--- START ---

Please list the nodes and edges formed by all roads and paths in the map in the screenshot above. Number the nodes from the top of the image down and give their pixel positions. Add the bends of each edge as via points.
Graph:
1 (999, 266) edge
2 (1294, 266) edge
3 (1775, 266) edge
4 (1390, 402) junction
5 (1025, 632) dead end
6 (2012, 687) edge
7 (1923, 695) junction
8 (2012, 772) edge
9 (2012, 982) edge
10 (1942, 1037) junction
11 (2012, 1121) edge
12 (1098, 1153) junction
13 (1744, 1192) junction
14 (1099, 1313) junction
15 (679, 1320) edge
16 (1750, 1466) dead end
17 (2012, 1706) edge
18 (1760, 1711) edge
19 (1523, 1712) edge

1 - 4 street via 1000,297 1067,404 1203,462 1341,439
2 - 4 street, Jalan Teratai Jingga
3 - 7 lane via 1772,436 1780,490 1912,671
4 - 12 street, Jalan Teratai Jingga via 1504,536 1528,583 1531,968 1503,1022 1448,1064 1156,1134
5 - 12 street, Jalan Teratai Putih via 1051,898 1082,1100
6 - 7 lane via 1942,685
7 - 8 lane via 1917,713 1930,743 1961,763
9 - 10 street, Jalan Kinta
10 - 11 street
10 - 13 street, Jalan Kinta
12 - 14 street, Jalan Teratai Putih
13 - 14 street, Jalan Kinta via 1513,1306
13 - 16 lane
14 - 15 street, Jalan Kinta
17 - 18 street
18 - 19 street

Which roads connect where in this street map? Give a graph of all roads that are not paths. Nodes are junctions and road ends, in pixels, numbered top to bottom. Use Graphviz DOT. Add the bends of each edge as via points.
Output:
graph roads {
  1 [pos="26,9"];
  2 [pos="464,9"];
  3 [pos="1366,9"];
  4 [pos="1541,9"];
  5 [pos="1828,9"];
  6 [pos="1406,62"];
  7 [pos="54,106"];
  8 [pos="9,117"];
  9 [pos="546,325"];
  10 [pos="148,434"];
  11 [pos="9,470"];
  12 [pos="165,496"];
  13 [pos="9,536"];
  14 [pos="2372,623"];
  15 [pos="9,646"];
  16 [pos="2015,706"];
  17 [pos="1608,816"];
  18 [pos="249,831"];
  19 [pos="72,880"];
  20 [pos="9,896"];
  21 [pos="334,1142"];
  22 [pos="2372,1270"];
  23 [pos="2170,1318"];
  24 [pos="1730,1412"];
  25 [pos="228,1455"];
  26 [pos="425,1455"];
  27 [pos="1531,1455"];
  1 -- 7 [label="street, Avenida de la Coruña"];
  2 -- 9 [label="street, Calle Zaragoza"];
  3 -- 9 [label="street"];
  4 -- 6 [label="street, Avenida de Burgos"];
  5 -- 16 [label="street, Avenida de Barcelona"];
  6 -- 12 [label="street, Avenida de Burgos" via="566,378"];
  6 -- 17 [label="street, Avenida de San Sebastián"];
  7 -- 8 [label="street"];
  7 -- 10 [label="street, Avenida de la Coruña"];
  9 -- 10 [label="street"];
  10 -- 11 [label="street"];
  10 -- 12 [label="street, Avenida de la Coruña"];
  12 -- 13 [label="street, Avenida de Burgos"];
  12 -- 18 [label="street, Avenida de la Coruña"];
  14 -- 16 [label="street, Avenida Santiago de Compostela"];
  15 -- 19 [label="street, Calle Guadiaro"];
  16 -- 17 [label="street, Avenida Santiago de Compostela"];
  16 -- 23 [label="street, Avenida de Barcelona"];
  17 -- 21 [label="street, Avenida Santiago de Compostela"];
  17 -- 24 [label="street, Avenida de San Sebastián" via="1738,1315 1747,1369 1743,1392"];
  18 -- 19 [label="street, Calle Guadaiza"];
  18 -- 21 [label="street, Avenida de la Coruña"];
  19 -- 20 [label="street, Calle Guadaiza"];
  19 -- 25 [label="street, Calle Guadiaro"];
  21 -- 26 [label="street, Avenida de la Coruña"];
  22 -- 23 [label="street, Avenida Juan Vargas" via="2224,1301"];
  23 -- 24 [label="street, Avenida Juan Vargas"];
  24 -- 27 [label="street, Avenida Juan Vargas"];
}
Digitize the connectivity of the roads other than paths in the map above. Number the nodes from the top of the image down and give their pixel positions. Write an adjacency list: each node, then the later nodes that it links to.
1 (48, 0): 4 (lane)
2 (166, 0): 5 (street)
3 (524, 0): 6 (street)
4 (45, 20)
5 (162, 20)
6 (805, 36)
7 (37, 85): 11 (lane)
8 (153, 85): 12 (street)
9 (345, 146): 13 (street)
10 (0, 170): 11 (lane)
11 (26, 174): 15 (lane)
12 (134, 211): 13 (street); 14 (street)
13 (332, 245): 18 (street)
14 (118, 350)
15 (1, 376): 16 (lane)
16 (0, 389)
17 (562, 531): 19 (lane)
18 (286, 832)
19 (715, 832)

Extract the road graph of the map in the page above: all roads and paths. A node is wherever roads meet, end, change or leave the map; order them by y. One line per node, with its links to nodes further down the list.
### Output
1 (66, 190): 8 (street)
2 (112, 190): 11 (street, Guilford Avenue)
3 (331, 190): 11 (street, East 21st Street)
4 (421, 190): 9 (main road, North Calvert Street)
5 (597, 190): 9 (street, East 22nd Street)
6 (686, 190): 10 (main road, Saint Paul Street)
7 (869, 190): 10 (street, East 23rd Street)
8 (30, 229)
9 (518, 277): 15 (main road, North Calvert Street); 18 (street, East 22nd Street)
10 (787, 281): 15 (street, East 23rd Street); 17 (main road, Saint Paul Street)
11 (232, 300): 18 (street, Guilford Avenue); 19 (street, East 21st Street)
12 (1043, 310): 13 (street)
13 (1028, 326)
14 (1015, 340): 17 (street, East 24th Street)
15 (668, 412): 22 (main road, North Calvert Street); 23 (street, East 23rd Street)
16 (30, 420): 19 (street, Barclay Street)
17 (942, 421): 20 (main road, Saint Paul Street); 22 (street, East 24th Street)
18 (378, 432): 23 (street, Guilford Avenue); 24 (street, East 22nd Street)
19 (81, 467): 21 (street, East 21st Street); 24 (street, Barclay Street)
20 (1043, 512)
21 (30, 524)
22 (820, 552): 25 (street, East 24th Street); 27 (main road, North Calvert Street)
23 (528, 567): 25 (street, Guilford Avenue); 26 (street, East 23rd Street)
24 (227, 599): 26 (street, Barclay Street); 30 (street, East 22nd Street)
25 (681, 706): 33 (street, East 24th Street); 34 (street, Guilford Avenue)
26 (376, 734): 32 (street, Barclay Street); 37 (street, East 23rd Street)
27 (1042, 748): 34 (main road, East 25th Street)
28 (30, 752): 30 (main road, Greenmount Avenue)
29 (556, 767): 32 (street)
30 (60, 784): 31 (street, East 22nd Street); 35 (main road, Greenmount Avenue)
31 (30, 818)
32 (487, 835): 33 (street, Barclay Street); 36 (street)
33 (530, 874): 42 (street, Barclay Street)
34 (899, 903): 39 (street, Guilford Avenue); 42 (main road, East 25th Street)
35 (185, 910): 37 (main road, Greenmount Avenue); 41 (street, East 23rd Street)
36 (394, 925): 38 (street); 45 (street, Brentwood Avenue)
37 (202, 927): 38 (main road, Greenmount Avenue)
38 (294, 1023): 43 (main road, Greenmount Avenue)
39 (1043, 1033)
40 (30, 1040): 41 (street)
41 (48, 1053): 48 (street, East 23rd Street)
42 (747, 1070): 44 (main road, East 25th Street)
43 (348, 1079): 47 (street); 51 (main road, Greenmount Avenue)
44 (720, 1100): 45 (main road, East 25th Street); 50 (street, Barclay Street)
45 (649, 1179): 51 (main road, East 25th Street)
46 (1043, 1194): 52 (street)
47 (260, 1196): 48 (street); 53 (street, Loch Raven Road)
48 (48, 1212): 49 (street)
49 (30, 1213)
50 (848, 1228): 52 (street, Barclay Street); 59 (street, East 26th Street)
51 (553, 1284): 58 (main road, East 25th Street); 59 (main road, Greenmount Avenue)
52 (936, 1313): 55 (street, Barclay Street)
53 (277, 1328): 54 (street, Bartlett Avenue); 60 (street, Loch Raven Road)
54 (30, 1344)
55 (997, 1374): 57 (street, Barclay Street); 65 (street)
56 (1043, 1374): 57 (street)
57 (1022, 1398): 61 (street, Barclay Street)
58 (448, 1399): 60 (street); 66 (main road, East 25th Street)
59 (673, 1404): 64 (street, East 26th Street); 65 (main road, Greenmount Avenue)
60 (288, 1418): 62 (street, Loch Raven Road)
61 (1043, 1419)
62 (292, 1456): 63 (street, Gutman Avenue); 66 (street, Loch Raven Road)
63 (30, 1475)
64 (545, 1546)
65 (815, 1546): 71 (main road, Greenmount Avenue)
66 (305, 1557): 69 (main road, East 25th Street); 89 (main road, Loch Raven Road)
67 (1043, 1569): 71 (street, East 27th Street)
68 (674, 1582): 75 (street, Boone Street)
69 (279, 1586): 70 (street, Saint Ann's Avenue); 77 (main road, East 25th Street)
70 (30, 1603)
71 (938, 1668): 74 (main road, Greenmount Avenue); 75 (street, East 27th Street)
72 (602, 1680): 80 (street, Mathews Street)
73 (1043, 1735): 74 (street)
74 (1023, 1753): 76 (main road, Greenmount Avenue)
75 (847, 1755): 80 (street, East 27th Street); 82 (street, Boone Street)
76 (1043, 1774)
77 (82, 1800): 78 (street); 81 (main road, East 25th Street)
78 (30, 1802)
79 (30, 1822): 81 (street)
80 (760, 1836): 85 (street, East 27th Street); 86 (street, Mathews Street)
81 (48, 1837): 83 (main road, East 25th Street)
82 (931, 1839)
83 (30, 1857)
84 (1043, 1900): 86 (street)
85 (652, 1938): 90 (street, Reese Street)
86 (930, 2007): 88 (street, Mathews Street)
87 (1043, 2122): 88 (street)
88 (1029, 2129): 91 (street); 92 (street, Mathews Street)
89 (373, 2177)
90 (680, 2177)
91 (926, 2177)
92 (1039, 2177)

--- END ---

§ GOAL OF THE EXERCISE
Write out exactly the lines between the start of the entries and the line containing "Which roads connect", including that line and the first one.

§ EXPECTED ANSWER
Please list the nodes and edges formed by all roads and paths in the map in the screenshot above. Number the nodes from the top of the image down and give their pixel positions. Add the bends of each edge as via points.
Graph:
1 (999, 266) edge
2 (1294, 266) edge
3 (1775, 266) edge
4 (1390, 402) junction
5 (1025, 632) dead end
6 (2012, 687) edge
7 (1923, 695) junction
8 (2012, 772) edge
9 (2012, 982) edge
10 (1942, 1037) junction
11 (2012, 1121) edge
12 (1098, 1153) junction
13 (1744, 1192) junction
14 (1099, 1313) junction
15 (679, 1320) edge
16 (1750, 1466) dead end
17 (2012, 1706) edge
18 (1760, 1711) edge
19 (1523, 1712) edge

1 - 4 street via 1000,297 1067,404 1203,462 1341,439
2 - 4 street, Jalan Teratai Jingga
3 - 7 lane via 1772,436 1780,490 1912,671
4 - 12 street, Jalan Teratai Jingga via 1504,536 1528,583 1531,968 1503,1022 1448,1064 1156,1134
5 - 12 street, Jalan Teratai Putih via 1051,898 1082,1100
6 - 7 lane via 1942,685
7 - 8 lane via 1917,713 1930,743 1961,763
9 - 10 street, Jalan Kinta
10 - 11 street
10 - 13 street, Jalan Kinta
12 - 14 street, Jalan Teratai Putih
13 - 14 street, Jalan Kinta via 1513,1306
13 - 16 lane
14 - 15 street, Jalan Kinta
17 - 18 street
18 - 19 street

Which roads connect where in this street map? Give a graph of all roads that are not paths. Nodes are junctions and road ends, in pixels, numbered top to bottom. Use Graphviz DOT. Add the bends of each edge as via points.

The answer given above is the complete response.